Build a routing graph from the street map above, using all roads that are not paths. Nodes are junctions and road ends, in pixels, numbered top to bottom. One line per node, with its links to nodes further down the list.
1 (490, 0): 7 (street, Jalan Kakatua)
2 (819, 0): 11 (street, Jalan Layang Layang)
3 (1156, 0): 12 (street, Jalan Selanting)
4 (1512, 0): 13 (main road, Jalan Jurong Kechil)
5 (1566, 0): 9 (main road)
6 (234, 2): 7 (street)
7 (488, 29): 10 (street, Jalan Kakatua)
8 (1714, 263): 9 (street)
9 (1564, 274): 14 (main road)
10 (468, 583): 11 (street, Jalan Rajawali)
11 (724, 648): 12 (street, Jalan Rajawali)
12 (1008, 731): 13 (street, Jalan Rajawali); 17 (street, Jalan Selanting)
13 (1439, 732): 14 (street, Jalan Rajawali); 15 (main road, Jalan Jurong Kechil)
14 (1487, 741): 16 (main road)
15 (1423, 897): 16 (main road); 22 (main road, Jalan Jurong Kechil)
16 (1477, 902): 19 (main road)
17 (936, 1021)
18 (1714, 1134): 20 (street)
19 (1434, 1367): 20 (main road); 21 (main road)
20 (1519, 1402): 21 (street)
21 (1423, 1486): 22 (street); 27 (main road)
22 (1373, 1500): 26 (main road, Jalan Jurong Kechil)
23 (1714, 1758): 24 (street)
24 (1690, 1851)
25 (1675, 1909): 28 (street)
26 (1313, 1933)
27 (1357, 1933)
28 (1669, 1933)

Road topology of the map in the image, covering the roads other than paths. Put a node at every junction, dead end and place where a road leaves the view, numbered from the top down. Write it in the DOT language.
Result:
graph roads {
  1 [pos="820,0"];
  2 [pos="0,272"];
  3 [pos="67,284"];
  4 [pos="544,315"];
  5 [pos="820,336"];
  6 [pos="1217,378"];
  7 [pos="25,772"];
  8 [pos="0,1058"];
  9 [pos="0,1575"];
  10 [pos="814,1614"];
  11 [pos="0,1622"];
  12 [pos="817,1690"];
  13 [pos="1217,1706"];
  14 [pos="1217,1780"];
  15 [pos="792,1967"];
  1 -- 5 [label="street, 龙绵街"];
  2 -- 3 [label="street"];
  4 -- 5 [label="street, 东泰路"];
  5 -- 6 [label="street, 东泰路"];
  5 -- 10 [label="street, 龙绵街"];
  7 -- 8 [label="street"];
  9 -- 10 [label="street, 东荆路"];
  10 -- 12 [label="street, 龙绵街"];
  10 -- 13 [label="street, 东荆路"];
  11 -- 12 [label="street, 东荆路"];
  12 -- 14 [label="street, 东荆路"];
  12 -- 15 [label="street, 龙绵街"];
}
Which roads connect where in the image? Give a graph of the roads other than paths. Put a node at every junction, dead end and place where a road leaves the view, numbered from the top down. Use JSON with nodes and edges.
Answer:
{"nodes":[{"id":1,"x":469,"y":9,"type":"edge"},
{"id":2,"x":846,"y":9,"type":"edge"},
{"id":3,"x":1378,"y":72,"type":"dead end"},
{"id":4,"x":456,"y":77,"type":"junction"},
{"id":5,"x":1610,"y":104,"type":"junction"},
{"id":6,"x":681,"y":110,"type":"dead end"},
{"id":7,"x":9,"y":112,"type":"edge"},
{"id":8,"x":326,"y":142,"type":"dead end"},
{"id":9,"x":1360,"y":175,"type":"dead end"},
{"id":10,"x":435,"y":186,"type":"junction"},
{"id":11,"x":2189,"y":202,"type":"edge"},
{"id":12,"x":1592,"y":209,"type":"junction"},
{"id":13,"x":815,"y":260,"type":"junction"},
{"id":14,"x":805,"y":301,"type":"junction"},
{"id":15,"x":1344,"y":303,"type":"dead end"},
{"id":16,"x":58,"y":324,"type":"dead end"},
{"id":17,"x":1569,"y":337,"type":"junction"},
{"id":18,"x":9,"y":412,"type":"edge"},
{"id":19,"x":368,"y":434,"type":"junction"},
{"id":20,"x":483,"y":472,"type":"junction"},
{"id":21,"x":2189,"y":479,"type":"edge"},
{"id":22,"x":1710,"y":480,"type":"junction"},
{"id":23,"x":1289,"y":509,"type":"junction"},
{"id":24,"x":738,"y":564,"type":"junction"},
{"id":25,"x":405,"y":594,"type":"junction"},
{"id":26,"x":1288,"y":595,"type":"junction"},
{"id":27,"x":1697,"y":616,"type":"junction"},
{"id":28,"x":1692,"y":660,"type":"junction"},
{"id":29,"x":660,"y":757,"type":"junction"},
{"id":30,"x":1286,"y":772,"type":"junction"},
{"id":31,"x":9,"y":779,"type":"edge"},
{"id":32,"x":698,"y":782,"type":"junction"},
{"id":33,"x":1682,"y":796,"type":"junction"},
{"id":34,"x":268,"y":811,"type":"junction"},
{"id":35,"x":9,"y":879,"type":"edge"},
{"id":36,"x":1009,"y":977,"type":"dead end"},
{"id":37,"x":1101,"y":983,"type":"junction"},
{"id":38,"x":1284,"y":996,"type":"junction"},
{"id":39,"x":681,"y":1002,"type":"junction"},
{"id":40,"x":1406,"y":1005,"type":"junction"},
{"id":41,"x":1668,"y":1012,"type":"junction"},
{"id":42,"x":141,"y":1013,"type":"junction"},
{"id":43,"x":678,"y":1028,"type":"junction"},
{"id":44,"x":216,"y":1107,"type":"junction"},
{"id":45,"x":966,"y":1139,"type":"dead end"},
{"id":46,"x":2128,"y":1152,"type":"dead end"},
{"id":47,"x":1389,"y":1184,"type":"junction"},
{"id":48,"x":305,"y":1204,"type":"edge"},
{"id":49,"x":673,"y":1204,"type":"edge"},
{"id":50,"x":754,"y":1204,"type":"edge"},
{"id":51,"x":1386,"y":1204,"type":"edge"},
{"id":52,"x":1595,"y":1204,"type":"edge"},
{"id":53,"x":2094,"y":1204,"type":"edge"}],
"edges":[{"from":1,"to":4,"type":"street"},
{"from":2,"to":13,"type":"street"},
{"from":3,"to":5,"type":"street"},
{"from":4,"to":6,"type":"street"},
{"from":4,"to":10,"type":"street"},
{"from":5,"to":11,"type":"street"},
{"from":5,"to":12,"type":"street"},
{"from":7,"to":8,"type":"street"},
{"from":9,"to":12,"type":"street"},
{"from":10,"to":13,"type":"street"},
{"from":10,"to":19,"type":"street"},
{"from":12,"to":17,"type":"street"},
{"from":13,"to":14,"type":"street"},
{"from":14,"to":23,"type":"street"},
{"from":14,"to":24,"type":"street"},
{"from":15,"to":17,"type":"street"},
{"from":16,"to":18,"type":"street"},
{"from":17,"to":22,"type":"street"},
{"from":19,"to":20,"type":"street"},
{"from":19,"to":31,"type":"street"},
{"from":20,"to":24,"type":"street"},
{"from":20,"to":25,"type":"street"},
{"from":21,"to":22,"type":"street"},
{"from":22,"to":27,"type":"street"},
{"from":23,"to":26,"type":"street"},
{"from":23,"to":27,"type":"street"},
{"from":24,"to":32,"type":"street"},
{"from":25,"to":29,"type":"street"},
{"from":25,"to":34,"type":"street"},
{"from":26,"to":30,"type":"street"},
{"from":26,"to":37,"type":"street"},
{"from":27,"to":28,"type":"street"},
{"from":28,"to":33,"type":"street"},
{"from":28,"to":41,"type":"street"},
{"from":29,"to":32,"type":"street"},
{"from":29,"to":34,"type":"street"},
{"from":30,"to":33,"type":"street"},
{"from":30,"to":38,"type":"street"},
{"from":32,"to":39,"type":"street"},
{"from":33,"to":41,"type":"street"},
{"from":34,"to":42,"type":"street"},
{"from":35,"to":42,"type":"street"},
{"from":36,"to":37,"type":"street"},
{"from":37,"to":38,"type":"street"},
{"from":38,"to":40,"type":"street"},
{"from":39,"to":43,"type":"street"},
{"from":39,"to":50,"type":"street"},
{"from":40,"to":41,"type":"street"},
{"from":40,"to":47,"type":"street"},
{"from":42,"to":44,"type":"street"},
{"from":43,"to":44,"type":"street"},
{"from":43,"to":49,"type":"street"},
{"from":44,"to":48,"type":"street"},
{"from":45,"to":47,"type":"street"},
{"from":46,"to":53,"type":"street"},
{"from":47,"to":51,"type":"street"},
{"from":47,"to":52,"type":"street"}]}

_ _ _ _

EXERCISE DETAILS = Whenever the word "than" shows up in a line of the entries, list that line.

ANSWER SECTION =
Road topology of the map in the image, covering the roads other than paths. Put a node at every junction, dead end and place where a road leaves the view, numbered from the top down. Write it in the DOT language.
Which roads connect where in the image? Give a graph of the roads other than paths. Put a node at every junction, dead end and place where a road leaves the view, numbered from the top down. Use JSON with nodes and edges.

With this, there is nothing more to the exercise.